YOUR TASK | Omit the pictures, then reproduce every remaining record exactly.

————————

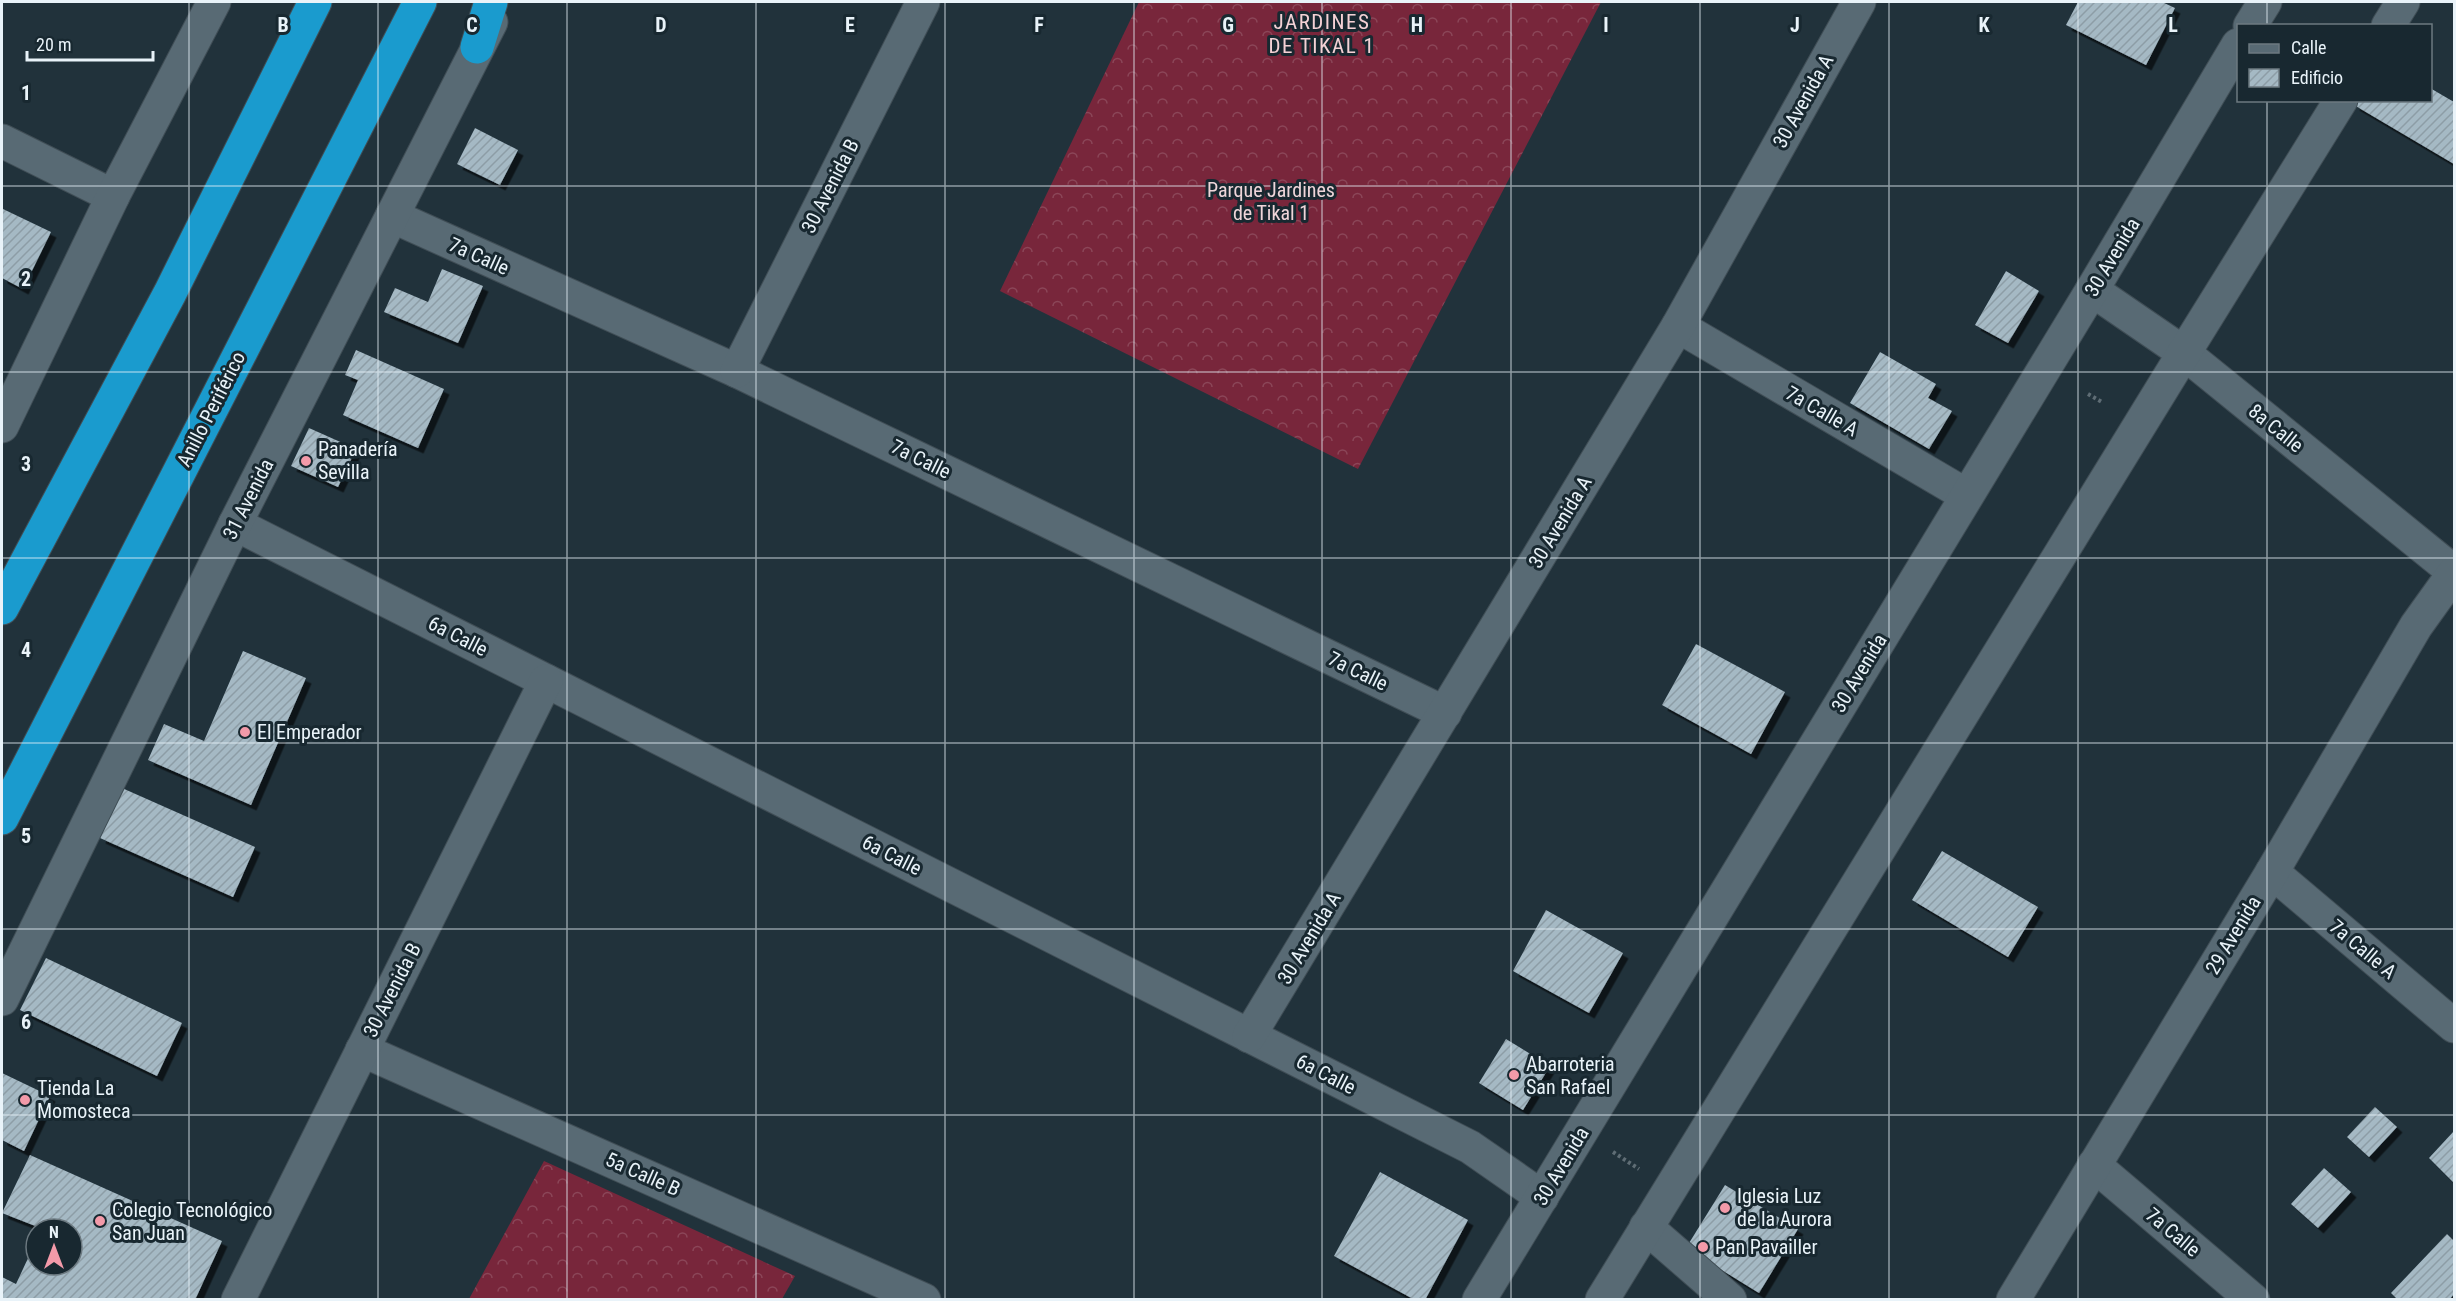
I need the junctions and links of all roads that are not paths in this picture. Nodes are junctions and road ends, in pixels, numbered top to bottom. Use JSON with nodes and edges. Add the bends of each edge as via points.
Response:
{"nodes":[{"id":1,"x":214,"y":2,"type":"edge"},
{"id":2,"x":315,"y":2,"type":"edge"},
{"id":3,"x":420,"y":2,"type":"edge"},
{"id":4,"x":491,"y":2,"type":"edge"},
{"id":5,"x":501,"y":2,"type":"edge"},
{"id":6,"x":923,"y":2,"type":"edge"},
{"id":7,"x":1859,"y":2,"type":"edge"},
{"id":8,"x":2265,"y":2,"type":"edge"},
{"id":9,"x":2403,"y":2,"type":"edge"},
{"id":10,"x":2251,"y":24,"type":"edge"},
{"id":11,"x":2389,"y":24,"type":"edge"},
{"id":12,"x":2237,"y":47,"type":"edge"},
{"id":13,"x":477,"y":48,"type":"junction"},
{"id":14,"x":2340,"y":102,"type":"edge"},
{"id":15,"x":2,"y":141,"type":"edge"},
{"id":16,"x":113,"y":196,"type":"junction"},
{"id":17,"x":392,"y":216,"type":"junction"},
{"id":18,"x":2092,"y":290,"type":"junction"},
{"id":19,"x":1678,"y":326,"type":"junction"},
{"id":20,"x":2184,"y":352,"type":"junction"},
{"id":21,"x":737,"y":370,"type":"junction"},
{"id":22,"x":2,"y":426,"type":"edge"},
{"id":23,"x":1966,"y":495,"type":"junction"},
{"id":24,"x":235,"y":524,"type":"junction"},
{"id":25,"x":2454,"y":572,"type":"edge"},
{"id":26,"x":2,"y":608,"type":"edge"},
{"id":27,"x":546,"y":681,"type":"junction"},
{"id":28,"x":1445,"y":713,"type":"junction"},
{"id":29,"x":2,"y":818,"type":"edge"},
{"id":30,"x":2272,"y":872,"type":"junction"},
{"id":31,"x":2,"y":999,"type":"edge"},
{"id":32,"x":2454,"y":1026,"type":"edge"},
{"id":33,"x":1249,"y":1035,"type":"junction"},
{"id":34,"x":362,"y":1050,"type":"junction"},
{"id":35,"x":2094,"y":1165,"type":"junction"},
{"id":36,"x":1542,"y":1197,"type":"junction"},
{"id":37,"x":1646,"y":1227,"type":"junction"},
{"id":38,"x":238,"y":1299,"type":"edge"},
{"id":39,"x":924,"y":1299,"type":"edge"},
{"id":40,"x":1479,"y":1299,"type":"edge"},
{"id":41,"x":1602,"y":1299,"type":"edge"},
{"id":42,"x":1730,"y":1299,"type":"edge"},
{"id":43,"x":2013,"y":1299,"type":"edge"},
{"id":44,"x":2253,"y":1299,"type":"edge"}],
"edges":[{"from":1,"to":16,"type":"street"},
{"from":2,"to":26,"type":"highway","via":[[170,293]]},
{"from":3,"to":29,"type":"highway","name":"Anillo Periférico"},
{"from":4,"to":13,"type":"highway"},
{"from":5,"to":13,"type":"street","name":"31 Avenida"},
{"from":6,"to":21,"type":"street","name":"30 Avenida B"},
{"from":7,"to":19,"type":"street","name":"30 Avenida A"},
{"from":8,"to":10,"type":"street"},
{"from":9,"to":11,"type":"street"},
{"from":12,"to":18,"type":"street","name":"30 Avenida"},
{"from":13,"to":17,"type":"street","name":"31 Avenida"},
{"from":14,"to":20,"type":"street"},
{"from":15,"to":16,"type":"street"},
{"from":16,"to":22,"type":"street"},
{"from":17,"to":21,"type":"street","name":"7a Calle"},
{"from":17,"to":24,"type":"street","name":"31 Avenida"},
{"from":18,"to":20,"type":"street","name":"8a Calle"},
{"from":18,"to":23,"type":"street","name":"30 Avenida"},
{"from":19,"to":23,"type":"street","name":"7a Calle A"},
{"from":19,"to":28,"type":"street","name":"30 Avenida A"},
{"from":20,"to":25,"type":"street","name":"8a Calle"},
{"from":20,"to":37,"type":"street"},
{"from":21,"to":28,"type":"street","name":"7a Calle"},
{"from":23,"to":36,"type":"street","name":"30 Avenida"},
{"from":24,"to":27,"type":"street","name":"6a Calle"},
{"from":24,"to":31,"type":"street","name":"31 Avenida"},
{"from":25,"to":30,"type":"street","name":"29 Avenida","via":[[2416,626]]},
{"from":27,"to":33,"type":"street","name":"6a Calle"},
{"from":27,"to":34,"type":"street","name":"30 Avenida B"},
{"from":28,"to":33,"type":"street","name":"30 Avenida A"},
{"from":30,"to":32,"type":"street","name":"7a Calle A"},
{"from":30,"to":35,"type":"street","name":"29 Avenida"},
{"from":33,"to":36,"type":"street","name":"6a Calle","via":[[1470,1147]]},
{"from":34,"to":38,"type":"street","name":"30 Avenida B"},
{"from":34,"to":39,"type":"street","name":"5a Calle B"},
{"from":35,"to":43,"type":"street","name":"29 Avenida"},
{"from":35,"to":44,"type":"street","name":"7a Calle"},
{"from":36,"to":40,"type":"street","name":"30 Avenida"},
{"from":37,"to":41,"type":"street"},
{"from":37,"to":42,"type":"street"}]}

————————

SOLUTION TO THE EXERCISE |
I need the junctions and links of all roads that are not paths in this picture. Nodes are junctions and road ends, in pixels, numbered top to bottom. Use JSON with nodes and edges. Add the bends of each edge as via points.
Response:
{"nodes":[{"id":1,"x":214,"y":2,"type":"edge"},
{"id":2,"x":315,"y":2,"type":"edge"},
{"id":3,"x":420,"y":2,"type":"edge"},
{"id":4,"x":491,"y":2,"type":"edge"},
{"id":5,"x":501,"y":2,"type":"edge"},
{"id":6,"x":923,"y":2,"type":"edge"},
{"id":7,"x":1859,"y":2,"type":"edge"},
{"id":8,"x":2265,"y":2,"type":"edge"},
{"id":9,"x":2403,"y":2,"type":"edge"},
{"id":10,"x":2251,"y":24,"type":"edge"},
{"id":11,"x":2389,"y":24,"type":"edge"},
{"id":12,"x":2237,"y":47,"type":"edge"},
{"id":13,"x":477,"y":48,"type":"junction"},
{"id":14,"x":2340,"y":102,"type":"edge"},
{"id":15,"x":2,"y":141,"type":"edge"},
{"id":16,"x":113,"y":196,"type":"junction"},
{"id":17,"x":392,"y":216,"type":"junction"},
{"id":18,"x":2092,"y":290,"type":"junction"},
{"id":19,"x":1678,"y":326,"type":"junction"},
{"id":20,"x":2184,"y":352,"type":"junction"},
{"id":21,"x":737,"y":370,"type":"junction"},
{"id":22,"x":2,"y":426,"type":"edge"},
{"id":23,"x":1966,"y":495,"type":"junction"},
{"id":24,"x":235,"y":524,"type":"junction"},
{"id":25,"x":2454,"y":572,"type":"edge"},
{"id":26,"x":2,"y":608,"type":"edge"},
{"id":27,"x":546,"y":681,"type":"junction"},
{"id":28,"x":1445,"y":713,"type":"junction"},
{"id":29,"x":2,"y":818,"type":"edge"},
{"id":30,"x":2272,"y":872,"type":"junction"},
{"id":31,"x":2,"y":999,"type":"edge"},
{"id":32,"x":2454,"y":1026,"type":"edge"},
{"id":33,"x":1249,"y":1035,"type":"junction"},
{"id":34,"x":362,"y":1050,"type":"junction"},
{"id":35,"x":2094,"y":1165,"type":"junction"},
{"id":36,"x":1542,"y":1197,"type":"junction"},
{"id":37,"x":1646,"y":1227,"type":"junction"},
{"id":38,"x":238,"y":1299,"type":"edge"},
{"id":39,"x":924,"y":1299,"type":"edge"},
{"id":40,"x":1479,"y":1299,"type":"edge"},
{"id":41,"x":1602,"y":1299,"type":"edge"},
{"id":42,"x":1730,"y":1299,"type":"edge"},
{"id":43,"x":2013,"y":1299,"type":"edge"},
{"id":44,"x":2253,"y":1299,"type":"edge"}],
"edges":[{"from":1,"to":16,"type":"street"},
{"from":2,"to":26,"type":"highway","via":[[170,293]]},
{"from":3,"to":29,"type":"highway","name":"Anillo Periférico"},
{"from":4,"to":13,"type":"highway"},
{"from":5,"to":13,"type":"street","name":"31 Avenida"},
{"from":6,"to":21,"type":"street","name":"30 Avenida B"},
{"from":7,"to":19,"type":"street","name":"30 Avenida A"},
{"from":8,"to":10,"type":"street"},
{"from":9,"to":11,"type":"street"},
{"from":12,"to":18,"type":"street","name":"30 Avenida"},
{"from":13,"to":17,"type":"street","name":"31 Avenida"},
{"from":14,"to":20,"type":"street"},
{"from":15,"to":16,"type":"street"},
{"from":16,"to":22,"type":"street"},
{"from":17,"to":21,"type":"street","name":"7a Calle"},
{"from":17,"to":24,"type":"street","name":"31 Avenida"},
{"from":18,"to":20,"type":"street","name":"8a Calle"},
{"from":18,"to":23,"type":"street","name":"30 Avenida"},
{"from":19,"to":23,"type":"street","name":"7a Calle A"},
{"from":19,"to":28,"type":"street","name":"30 Avenida A"},
{"from":20,"to":25,"type":"street","name":"8a Calle"},
{"from":20,"to":37,"type":"street"},
{"from":21,"to":28,"type":"street","name":"7a Calle"},
{"from":23,"to":36,"type":"street","name":"30 Avenida"},
{"from":24,"to":27,"type":"street","name":"6a Calle"},
{"from":24,"to":31,"type":"street","name":"31 Avenida"},
{"from":25,"to":30,"type":"street","name":"29 Avenida","via":[[2416,626]]},
{"from":27,"to":33,"type":"street","name":"6a Calle"},
{"from":27,"to":34,"type":"street","name":"30 Avenida B"},
{"from":28,"to":33,"type":"street","name":"30 Avenida A"},
{"from":30,"to":32,"type":"street","name":"7a Calle A"},
{"from":30,"to":35,"type":"street","name":"29 Avenida"},
{"from":33,"to":36,"type":"street","name":"6a Calle","via":[[1470,1147]]},
{"from":34,"to":38,"type":"street","name":"30 Avenida B"},
{"from":34,"to":39,"type":"street","name":"5a Calle B"},
{"from":35,"to":43,"type":"street","name":"29 Avenida"},
{"from":35,"to":44,"type":"street","name":"7a Calle"},
{"from":36,"to":40,"type":"street","name":"30 Avenida"},
{"from":37,"to":41,"type":"street"},
{"from":37,"to":42,"type":"street"}]}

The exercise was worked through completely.